What to produce: Scan the records for the word "edges". Return each line where it is found.

Material provided:
|---|

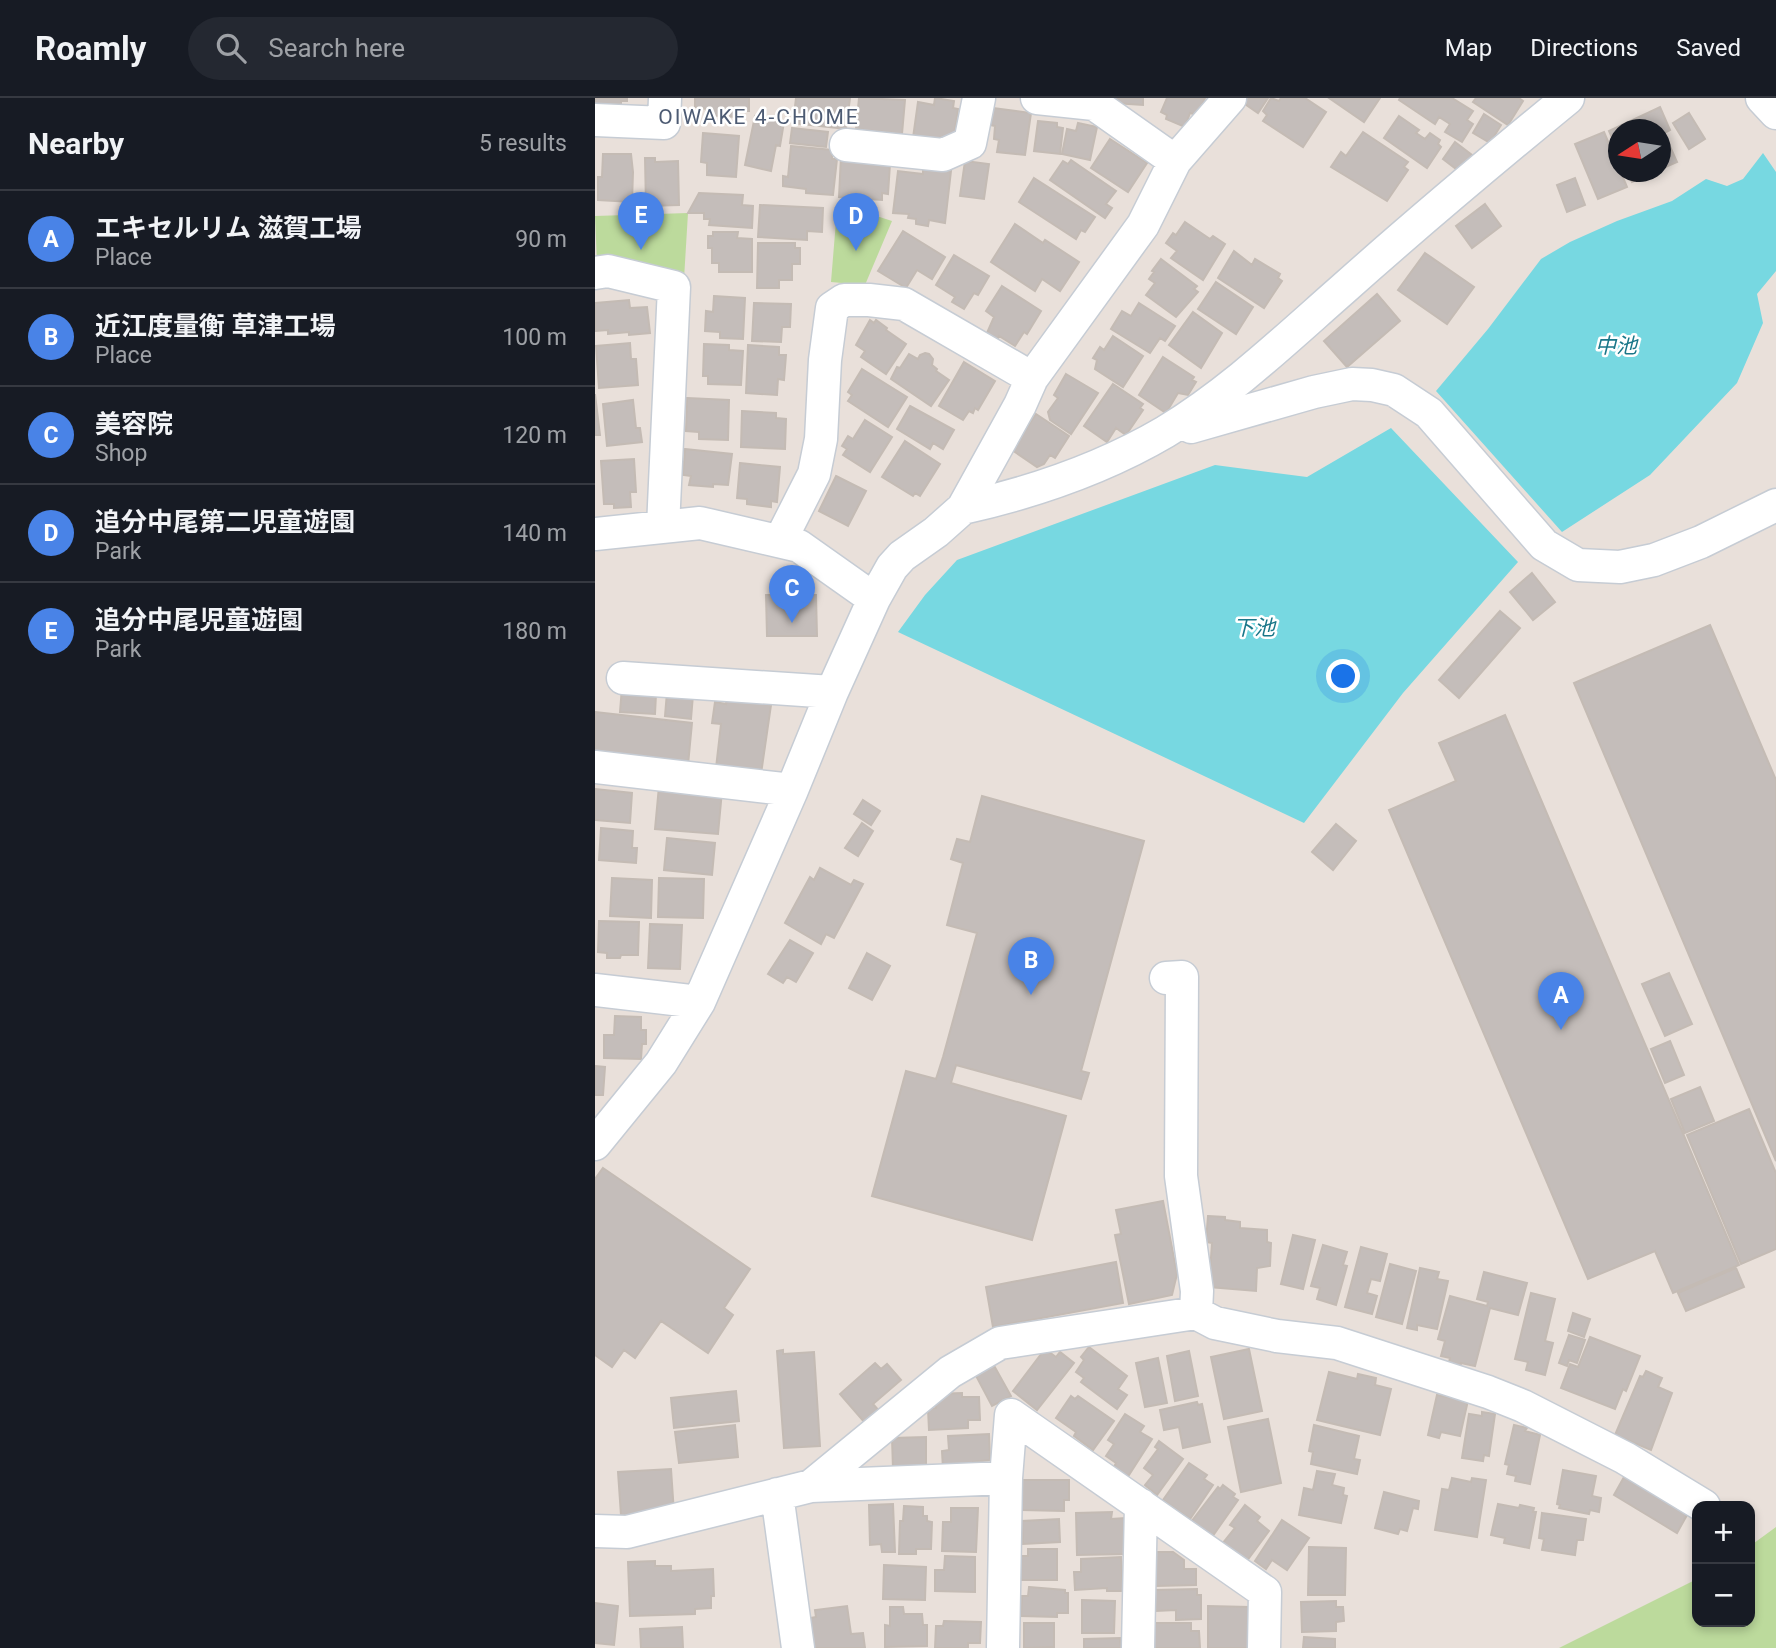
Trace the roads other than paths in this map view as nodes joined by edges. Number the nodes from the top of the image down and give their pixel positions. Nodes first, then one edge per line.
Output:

|---|

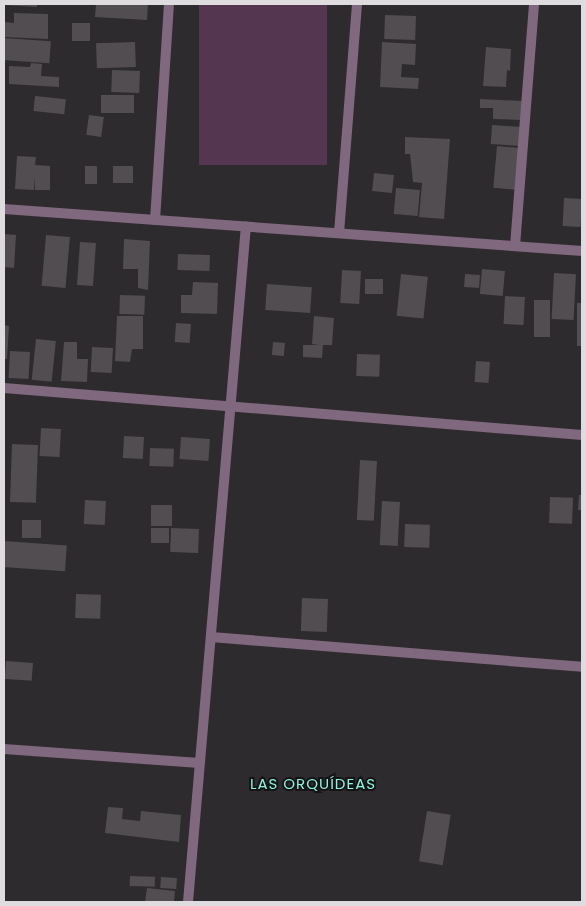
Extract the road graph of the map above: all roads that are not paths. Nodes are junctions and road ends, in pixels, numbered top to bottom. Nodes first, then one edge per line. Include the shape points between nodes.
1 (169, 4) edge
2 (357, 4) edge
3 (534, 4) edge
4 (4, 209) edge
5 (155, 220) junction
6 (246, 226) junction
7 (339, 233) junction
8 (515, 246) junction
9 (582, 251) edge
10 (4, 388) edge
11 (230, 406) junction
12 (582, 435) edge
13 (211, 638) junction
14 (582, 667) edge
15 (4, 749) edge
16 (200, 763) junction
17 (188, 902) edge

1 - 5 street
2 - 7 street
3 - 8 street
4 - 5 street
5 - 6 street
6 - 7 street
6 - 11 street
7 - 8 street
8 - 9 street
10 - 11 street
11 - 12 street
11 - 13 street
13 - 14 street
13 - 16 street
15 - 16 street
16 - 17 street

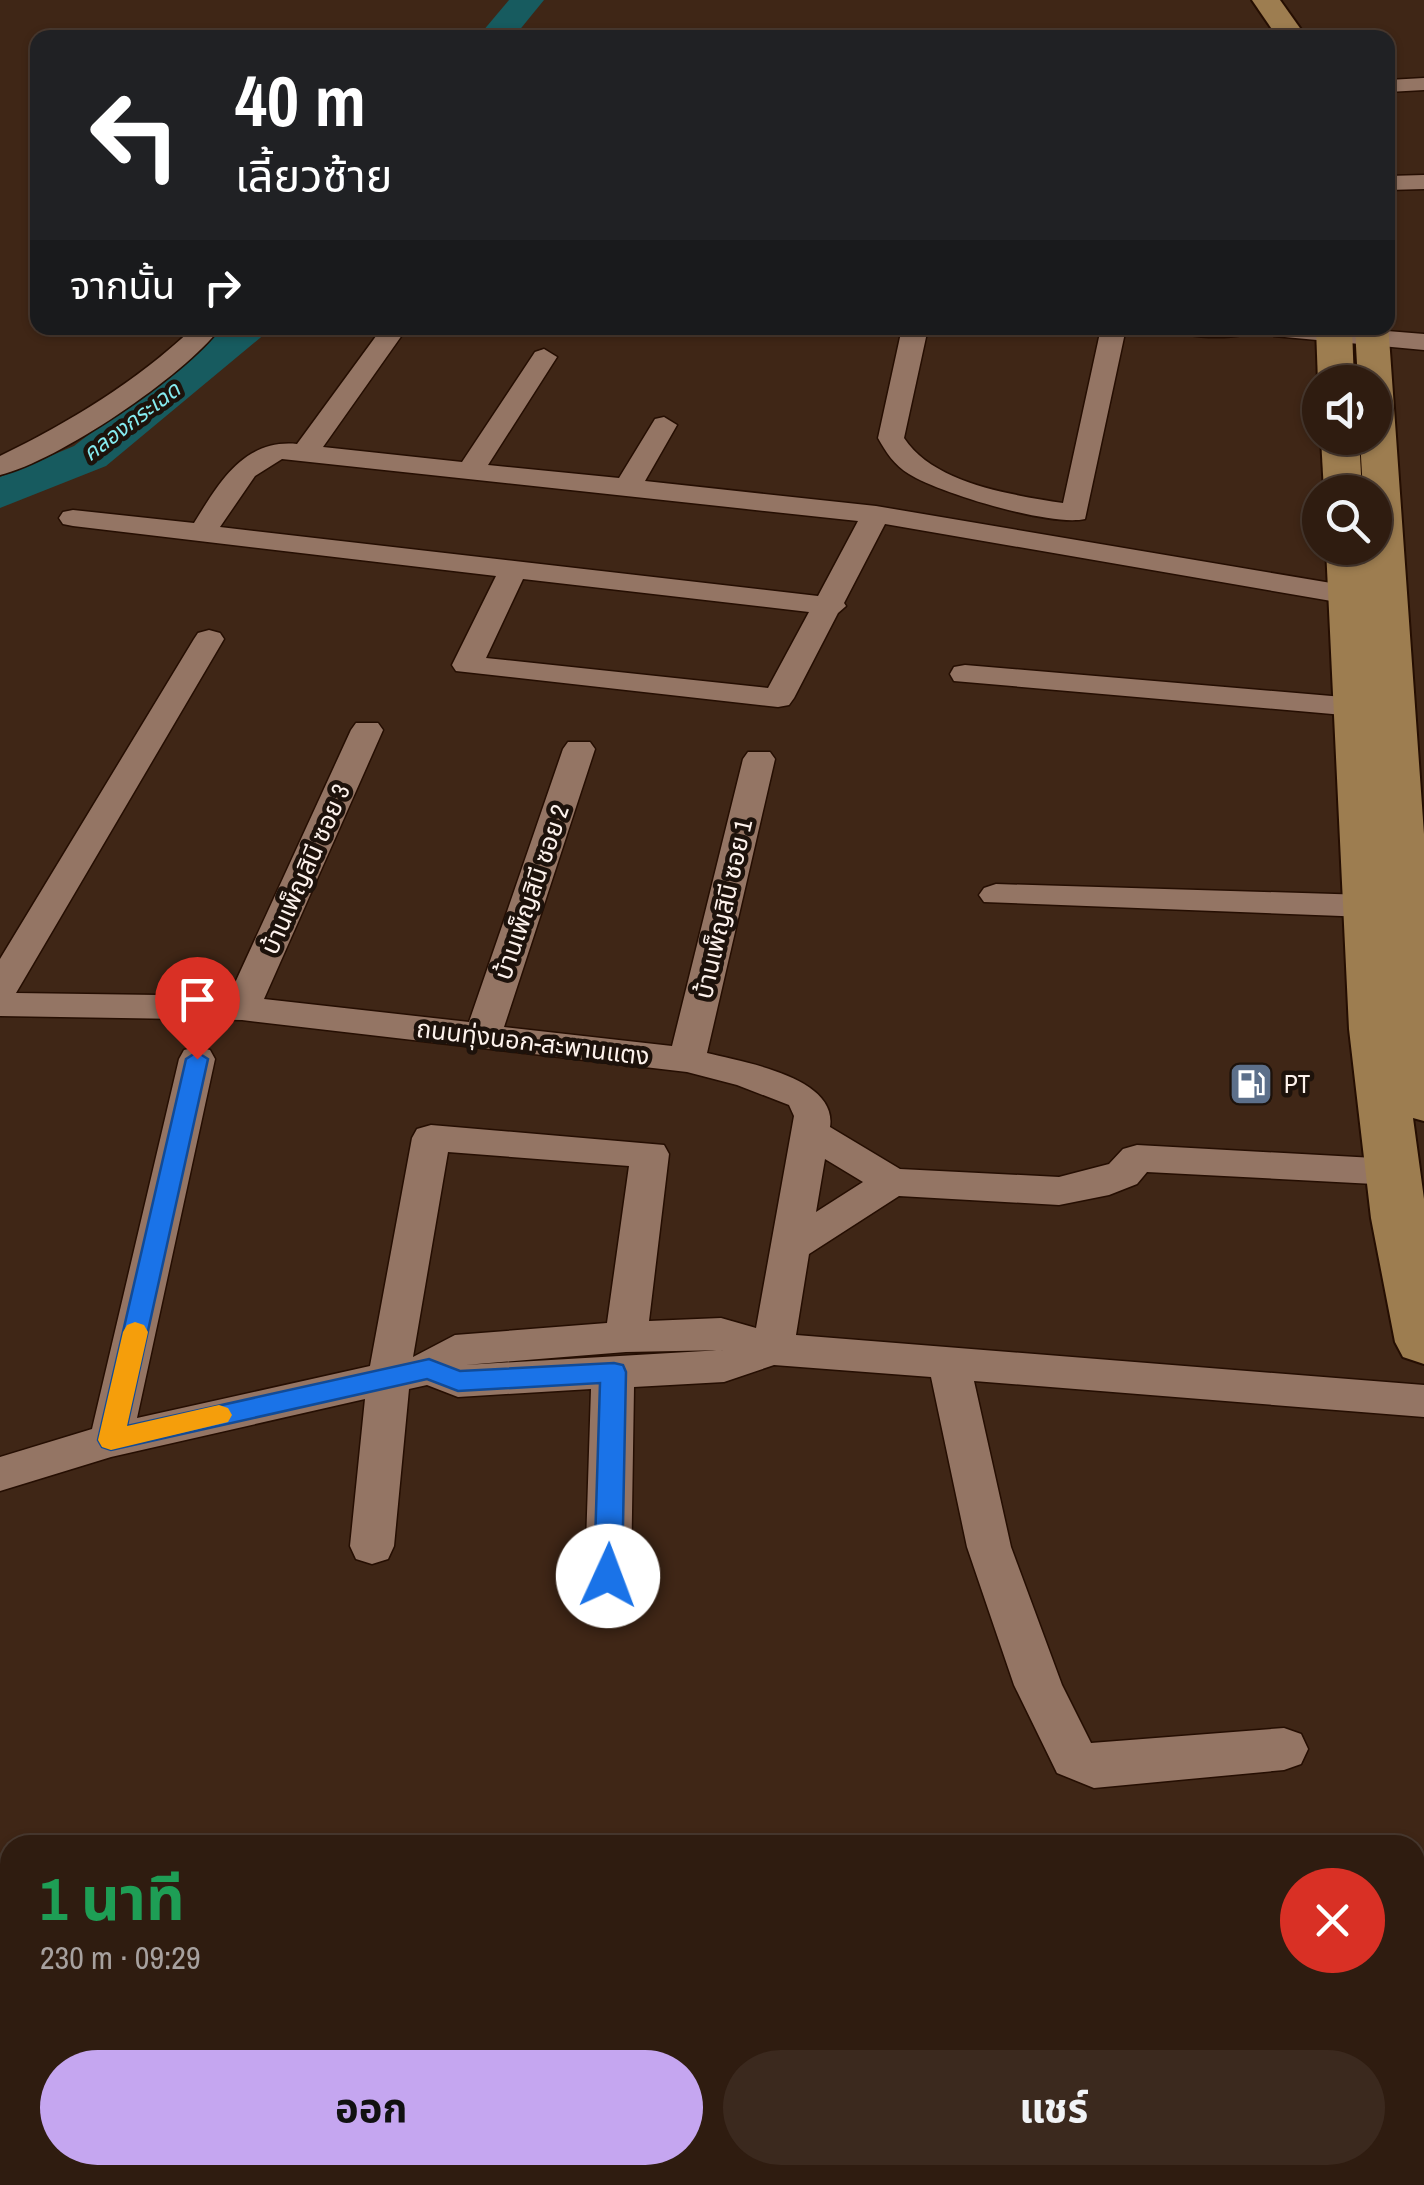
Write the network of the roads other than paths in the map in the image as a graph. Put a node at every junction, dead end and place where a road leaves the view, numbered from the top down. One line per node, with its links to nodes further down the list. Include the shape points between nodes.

|---|

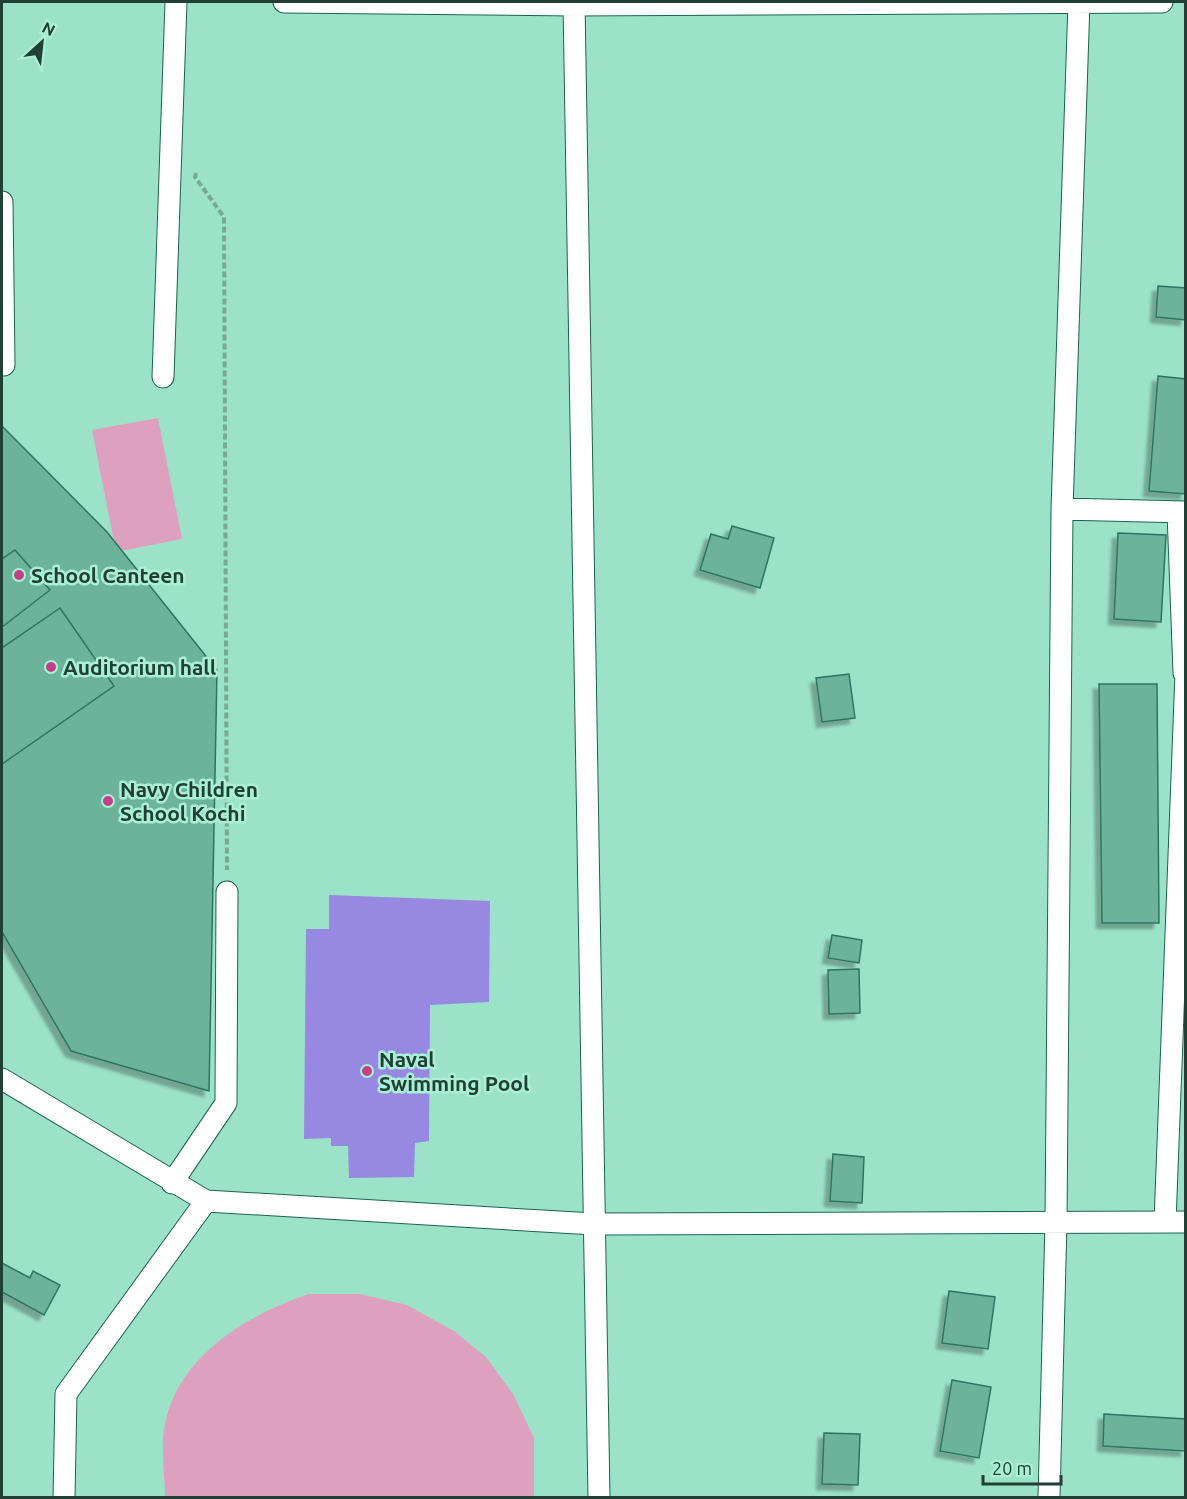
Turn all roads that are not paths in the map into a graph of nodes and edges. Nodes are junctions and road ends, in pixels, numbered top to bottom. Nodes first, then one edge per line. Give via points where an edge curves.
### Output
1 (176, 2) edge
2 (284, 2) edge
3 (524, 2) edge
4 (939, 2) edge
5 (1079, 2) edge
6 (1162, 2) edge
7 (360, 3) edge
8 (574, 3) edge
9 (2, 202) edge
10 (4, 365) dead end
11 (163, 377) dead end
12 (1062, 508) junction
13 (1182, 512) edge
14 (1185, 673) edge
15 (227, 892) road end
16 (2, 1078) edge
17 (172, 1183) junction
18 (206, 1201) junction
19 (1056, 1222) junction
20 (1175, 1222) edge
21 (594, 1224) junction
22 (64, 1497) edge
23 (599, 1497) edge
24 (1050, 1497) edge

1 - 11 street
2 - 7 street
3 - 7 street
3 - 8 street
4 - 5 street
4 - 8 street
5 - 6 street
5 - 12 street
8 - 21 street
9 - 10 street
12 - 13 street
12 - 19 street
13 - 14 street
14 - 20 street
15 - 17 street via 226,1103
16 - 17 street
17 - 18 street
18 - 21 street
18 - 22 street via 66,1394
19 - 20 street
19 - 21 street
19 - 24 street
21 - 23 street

|---|

Result for this task:
Trace the roads other than paths in this map view as nodes joined by edges. Number the nodes from the top of the image down and give their pixel positions. Nodes first, then one edge per line.
Turn all roads that are not paths in the map into a graph of nodes and edges. Nodes are junctions and road ends, in pixels, numbered top to bottom. Nodes first, then one edge per line. Give via points where an edge curves.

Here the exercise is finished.